The NHS reported that in 2015/16, 26% of adults were classified as inactive (fewer than 30 minutes of physical activity a week).
And other NHS statistics are just as stark, revealing that 58% of women and 68% of men were identified as overweight or obese in 2015. The overall rate of obesity increased from 15% in 1993 to 27% in 2015 – so almost double in just over 20 years.
Children are also at risk, with over 1 in 5 children in reception, and over 1 in 3 children in year 6 being measured as obese or overweight.
Only today (21.5.18) it was reported that childhood obesity rates continue to rocket and have now overtaken those of the USA for the first time. And 29% of Scottish children are now overweight or obese, according to the latest reports.
Clearly something must change.
In the USA the same problems are rife. The President's Council on Fitness, Sports & Nutrition has recently reported that less than 5% of adults there participate in 30 minutes of physical activity each day, and only one in three adults receive the recommended amount of physical activity each week.
They also predict that by 2030, half of all adults (115 million adults) in the United States will be obese.

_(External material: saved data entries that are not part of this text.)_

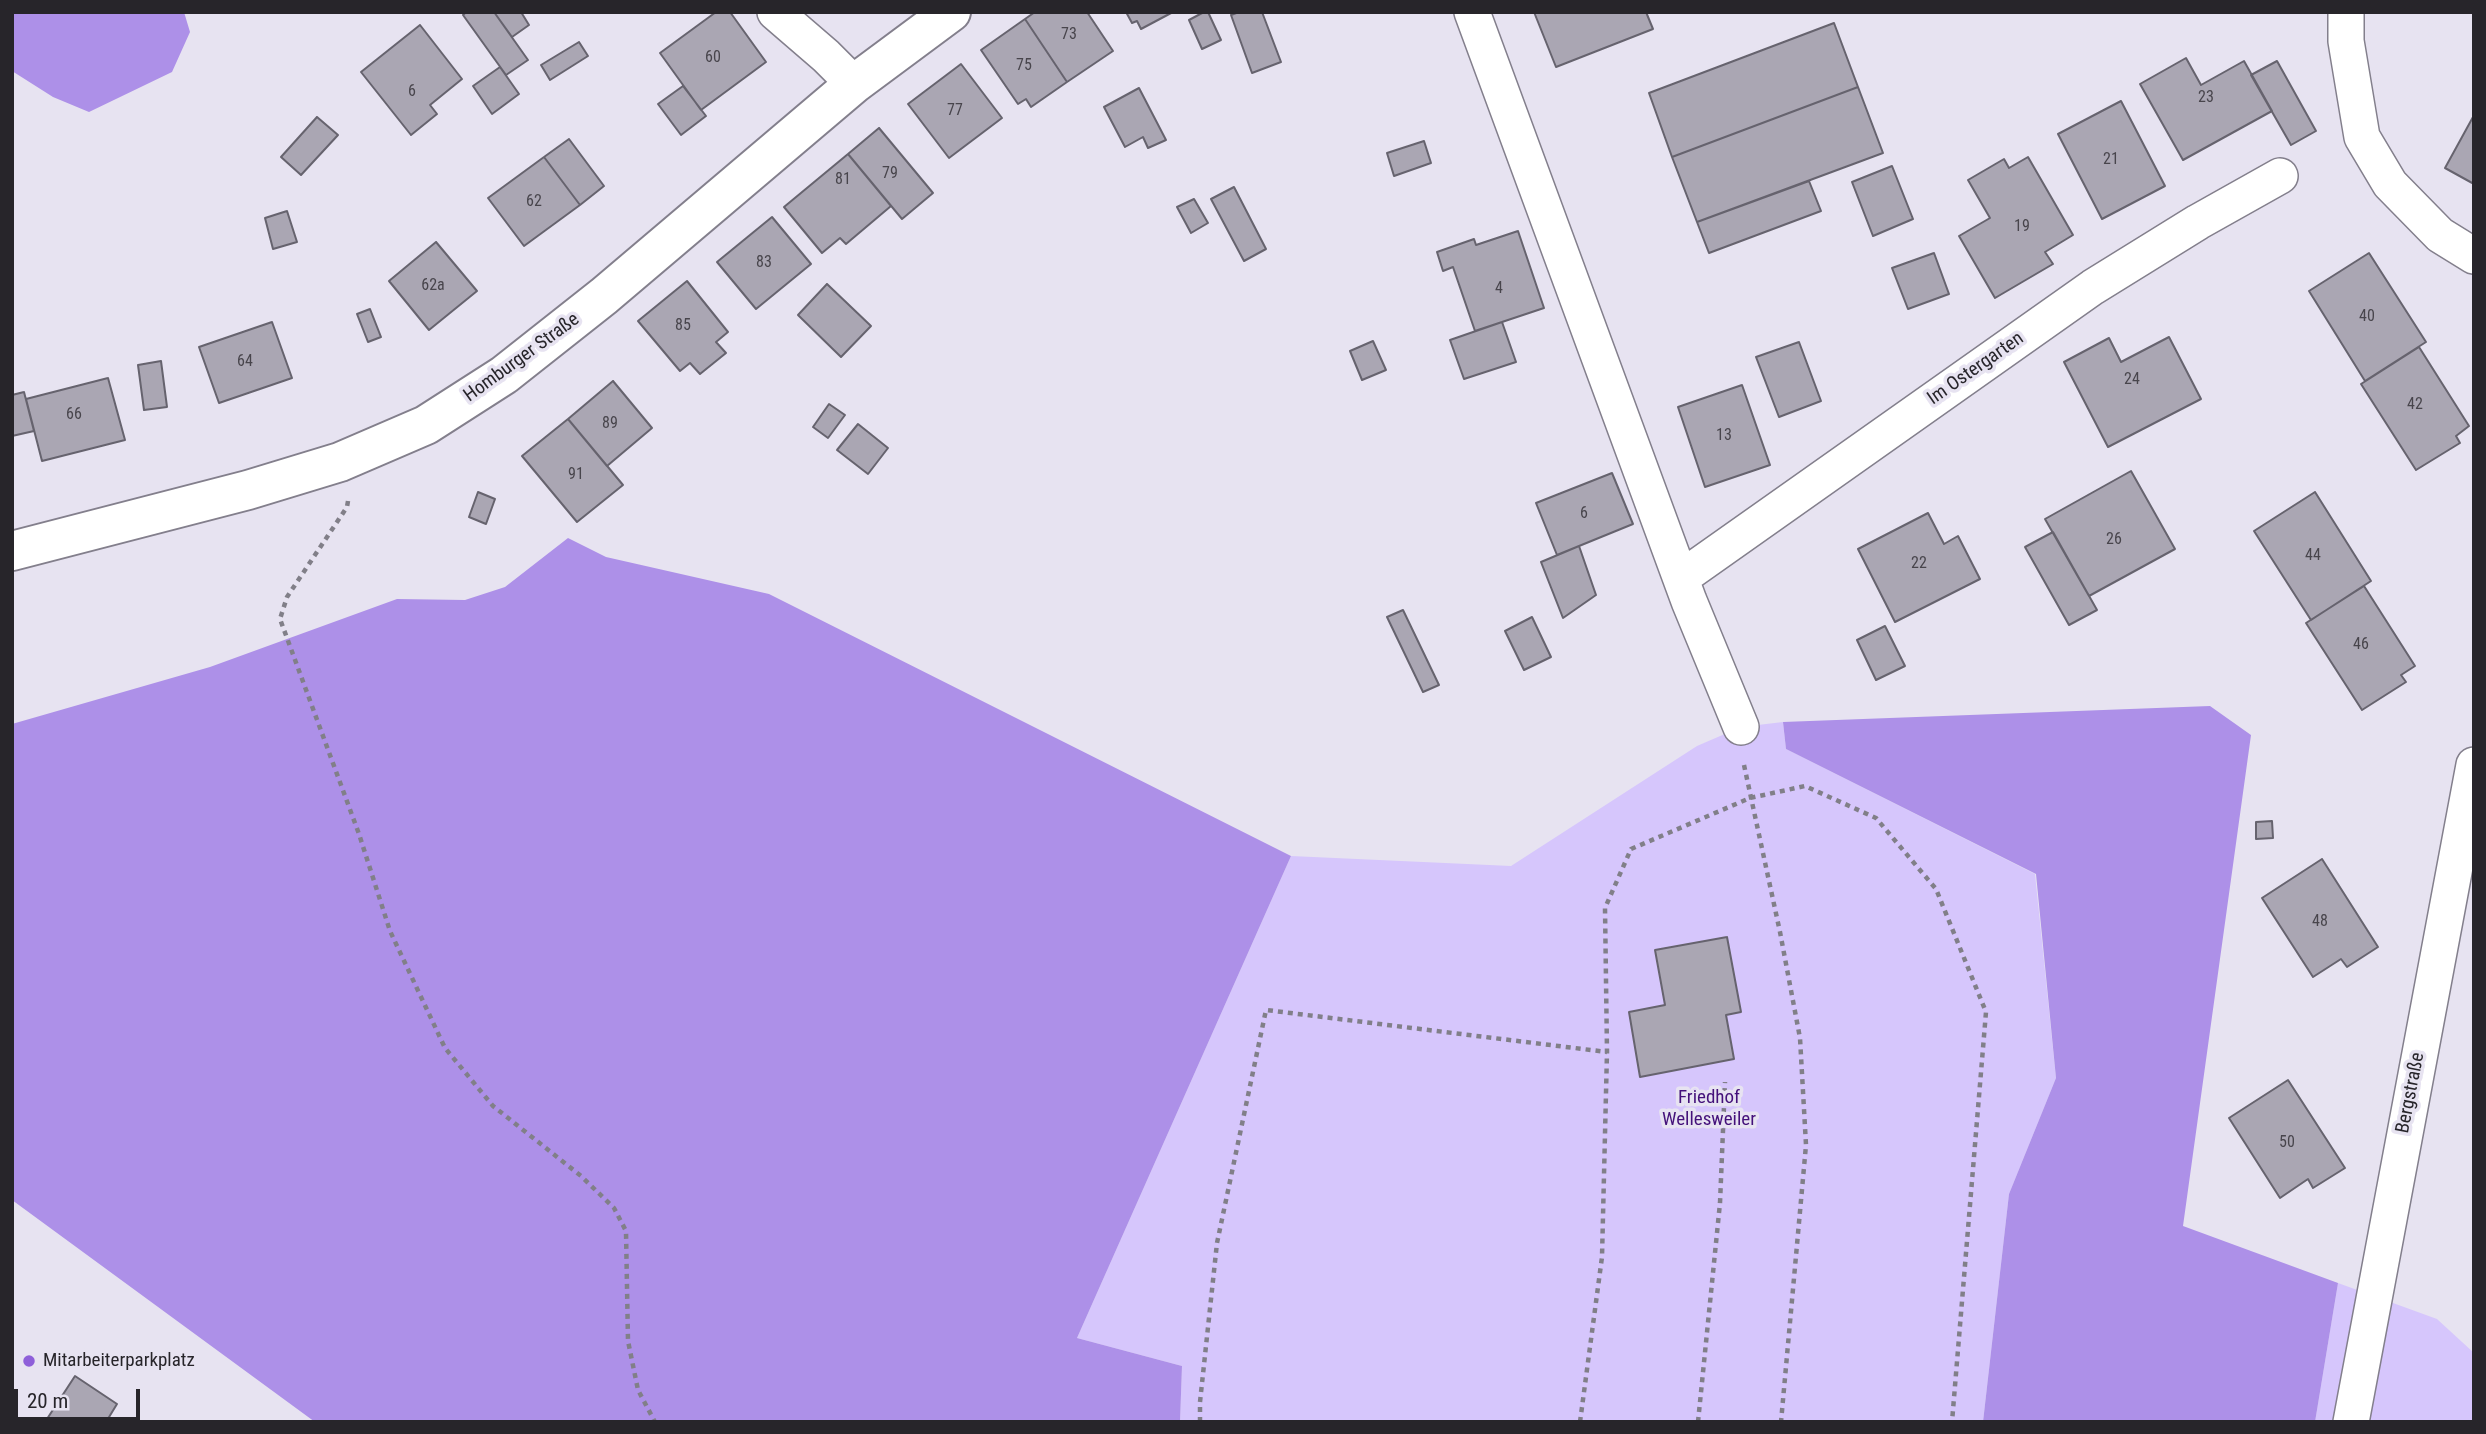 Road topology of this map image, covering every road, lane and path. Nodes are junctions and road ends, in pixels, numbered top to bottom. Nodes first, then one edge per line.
1 (775, 12) edge
2 (951, 12) edge
3 (1472, 12) edge
4 (2347, 12) edge
5 (854, 85) junction
6 (2280, 176) dead end
7 (2474, 256) edge
8 (340, 462) junction
9 (12, 551) edge
10 (1681, 578) junction
11 (1741, 727) joint
12 (2474, 765) edge
13 (1750, 798) junction
14 (1607, 1052) junction
15 (1725, 1082) dead end
16 (654, 1422) edge
17 (1200, 1422) edge
18 (1580, 1422) edge
19 (1698, 1422) edge
20 (1781, 1422) edge
21 (1952, 1422) edge
22 (2351, 1422) edge

1 - 5 street
2 - 5 main road, Homburger Straße
3 - 10 street
4 - 7 street
5 - 8 main road, Homburger Straße
6 - 10 street, Im Ostergarten
8 - 9 main road, Homburger Straße
8 - 16 path
10 - 11 street
11 - 13 path
12 - 22 street, Bergstraße
13 - 14 path
13 - 20 path
13 - 21 path
14 - 17 path
14 - 18 path
15 - 19 path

So how can we stop this seemingly relentless trend towards poorer health and lack of fitness? And what can we do to help prevent this happening to us?
The answer is everyone needs to make changes. Many people are scared of change, and find it difficult to implement.
But the good news is that only small, incremental changes to daily habits can in the end make a huge difference to our overall health.
And after starting to make a few changes a bit at a time, as you see the benefit it encourages you to keep making more changes, until you have adopted a whole new lifestyle which you never thought could be possible.
Long term habits are the things that need to be changed, and that takes time to put into practice – there are no easy, quick fixes.
It takes time and patience, but the rewards speak for themselves and you will feel fitter, healthier and happier once you have learned how to put positive habits into practice and built them into your daily life.